Reproduction Genetics, Department of Endocrinology and Infertility Disorders, Women Hospital, Heidelberg University, Im Neuenheimer Feld 440, 69120 Heidelberg, Germany.
Department of Radiation Oncology, College of Medicine, University of Arkansas for Medical Sciences, Little Rock, AR, USA.

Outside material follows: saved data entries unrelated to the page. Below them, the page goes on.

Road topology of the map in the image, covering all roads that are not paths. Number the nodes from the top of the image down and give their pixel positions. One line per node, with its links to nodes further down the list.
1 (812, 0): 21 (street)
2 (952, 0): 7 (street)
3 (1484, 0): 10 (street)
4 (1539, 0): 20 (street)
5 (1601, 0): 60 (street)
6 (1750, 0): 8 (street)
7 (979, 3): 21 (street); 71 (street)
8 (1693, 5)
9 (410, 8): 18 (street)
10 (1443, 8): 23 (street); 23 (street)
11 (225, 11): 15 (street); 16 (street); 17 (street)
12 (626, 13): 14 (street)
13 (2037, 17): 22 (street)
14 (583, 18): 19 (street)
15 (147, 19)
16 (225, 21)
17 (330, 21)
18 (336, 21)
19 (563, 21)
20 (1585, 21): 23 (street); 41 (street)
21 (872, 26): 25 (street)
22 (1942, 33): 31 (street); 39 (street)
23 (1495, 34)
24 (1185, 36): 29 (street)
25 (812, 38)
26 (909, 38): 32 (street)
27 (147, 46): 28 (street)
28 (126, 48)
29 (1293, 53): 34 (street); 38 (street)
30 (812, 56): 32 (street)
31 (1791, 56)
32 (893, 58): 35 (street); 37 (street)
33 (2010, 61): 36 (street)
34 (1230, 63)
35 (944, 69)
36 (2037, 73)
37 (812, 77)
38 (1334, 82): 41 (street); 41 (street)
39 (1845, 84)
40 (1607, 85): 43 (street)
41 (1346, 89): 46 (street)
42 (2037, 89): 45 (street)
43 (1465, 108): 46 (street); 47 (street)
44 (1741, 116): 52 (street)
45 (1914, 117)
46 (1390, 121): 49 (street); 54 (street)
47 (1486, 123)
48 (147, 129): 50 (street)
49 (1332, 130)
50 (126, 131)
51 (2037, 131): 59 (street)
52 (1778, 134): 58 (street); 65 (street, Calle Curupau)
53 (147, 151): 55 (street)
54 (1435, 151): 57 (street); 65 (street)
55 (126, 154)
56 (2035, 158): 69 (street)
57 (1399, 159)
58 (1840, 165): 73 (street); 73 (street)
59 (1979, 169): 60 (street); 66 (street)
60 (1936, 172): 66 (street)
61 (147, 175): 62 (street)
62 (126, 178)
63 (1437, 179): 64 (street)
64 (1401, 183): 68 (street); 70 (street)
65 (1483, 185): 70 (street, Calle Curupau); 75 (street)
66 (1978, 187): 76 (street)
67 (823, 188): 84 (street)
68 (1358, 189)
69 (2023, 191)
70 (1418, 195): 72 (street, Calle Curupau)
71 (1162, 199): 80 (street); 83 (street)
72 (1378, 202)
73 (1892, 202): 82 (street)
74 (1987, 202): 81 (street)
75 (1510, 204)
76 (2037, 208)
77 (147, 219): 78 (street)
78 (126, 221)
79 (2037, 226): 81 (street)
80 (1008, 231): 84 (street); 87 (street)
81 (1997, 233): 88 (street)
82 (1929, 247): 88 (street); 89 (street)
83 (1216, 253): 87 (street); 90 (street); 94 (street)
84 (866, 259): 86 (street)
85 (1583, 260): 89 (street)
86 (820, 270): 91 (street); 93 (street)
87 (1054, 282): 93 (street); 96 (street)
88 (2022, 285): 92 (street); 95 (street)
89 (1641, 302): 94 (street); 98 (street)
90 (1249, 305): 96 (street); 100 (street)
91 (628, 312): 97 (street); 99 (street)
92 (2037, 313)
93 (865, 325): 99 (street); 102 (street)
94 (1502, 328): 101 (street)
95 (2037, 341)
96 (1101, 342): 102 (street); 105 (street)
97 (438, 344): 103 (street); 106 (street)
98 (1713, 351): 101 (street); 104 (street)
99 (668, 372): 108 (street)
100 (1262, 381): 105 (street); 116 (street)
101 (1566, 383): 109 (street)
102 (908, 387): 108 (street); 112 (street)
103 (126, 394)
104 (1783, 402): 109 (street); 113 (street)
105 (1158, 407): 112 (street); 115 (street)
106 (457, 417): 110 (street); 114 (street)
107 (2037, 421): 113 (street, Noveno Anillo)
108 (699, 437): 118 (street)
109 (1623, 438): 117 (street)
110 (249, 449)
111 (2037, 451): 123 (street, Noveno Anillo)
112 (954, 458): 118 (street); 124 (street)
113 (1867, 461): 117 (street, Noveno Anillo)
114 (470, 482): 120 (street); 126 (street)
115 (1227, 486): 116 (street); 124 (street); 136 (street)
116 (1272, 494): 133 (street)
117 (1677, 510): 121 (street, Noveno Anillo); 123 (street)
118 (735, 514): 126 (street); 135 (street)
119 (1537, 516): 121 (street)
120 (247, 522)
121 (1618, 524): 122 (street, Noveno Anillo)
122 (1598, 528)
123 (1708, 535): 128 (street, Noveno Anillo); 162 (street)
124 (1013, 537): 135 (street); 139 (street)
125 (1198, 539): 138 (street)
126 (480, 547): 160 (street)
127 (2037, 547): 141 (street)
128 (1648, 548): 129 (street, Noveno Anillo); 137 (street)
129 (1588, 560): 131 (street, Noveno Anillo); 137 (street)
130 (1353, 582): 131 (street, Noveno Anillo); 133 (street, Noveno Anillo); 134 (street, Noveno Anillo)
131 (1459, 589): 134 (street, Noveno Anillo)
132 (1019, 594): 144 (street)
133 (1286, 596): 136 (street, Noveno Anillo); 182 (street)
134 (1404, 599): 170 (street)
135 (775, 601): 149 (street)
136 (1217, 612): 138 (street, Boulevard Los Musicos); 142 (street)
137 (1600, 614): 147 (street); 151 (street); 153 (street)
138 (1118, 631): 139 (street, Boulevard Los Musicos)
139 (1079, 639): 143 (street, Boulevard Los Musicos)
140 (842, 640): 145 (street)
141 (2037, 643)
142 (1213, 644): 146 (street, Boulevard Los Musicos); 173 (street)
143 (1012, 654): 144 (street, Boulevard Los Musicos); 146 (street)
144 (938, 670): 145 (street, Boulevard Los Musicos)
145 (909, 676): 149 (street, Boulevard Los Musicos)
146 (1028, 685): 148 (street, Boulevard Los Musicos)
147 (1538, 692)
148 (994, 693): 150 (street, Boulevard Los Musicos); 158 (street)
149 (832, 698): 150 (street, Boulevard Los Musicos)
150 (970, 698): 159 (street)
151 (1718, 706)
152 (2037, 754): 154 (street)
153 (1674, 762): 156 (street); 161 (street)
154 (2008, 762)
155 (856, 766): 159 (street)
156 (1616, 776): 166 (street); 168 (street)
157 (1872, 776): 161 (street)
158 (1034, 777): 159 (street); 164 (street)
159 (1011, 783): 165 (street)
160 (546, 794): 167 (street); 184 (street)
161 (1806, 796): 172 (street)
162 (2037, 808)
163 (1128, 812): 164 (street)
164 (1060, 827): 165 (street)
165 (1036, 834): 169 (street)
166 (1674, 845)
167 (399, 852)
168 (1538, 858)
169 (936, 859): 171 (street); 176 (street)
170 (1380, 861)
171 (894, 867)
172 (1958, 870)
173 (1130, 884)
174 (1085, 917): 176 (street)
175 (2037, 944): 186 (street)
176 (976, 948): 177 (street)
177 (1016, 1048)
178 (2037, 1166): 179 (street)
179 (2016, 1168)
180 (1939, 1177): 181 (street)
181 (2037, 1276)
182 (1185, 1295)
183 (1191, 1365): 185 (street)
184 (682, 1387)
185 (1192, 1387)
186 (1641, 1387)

Am J Hum Genet. 2022 Dec 1;109(12):2126-2140. doi: 10.1016/j.ajhg.2022.10.014.
Chromosome gains are detrimental for the development of the human embryo. As such, autosomal trisomies almost always result in spontaneous abortion, and the rare embryos surviving until live birth suffer from a plethora of pathological defects. There is no treatment currently available to ameliorate the consequences of trisomies, such as Down syndrome (trisomy of chromosome 21). Identifying the source of the phenotypes observed in cells with extra chromosomes is crucial for understanding the underlying molecular causes of trisomy syndromes. Although increased expression of the genes localized on the extra chromosome triggers several pathological phenotypes, an alternative model suggests that global, aneuploidy-associated changes in cellular physiology also contribute to the pathology. Here, we compare the molecular consequences of trisomy syndromes in vivo against engineered cell lines carrying various chromosome gains in vitro. We point out several phenotypes that are shared by variable trisomies and, therefore, might be caused by the presence of an extra chromosome per se, independent of its identity. This alternative view may provide useful insights for understanding Down syndrome pathology and open additional opportunities for diagnostics and treatments.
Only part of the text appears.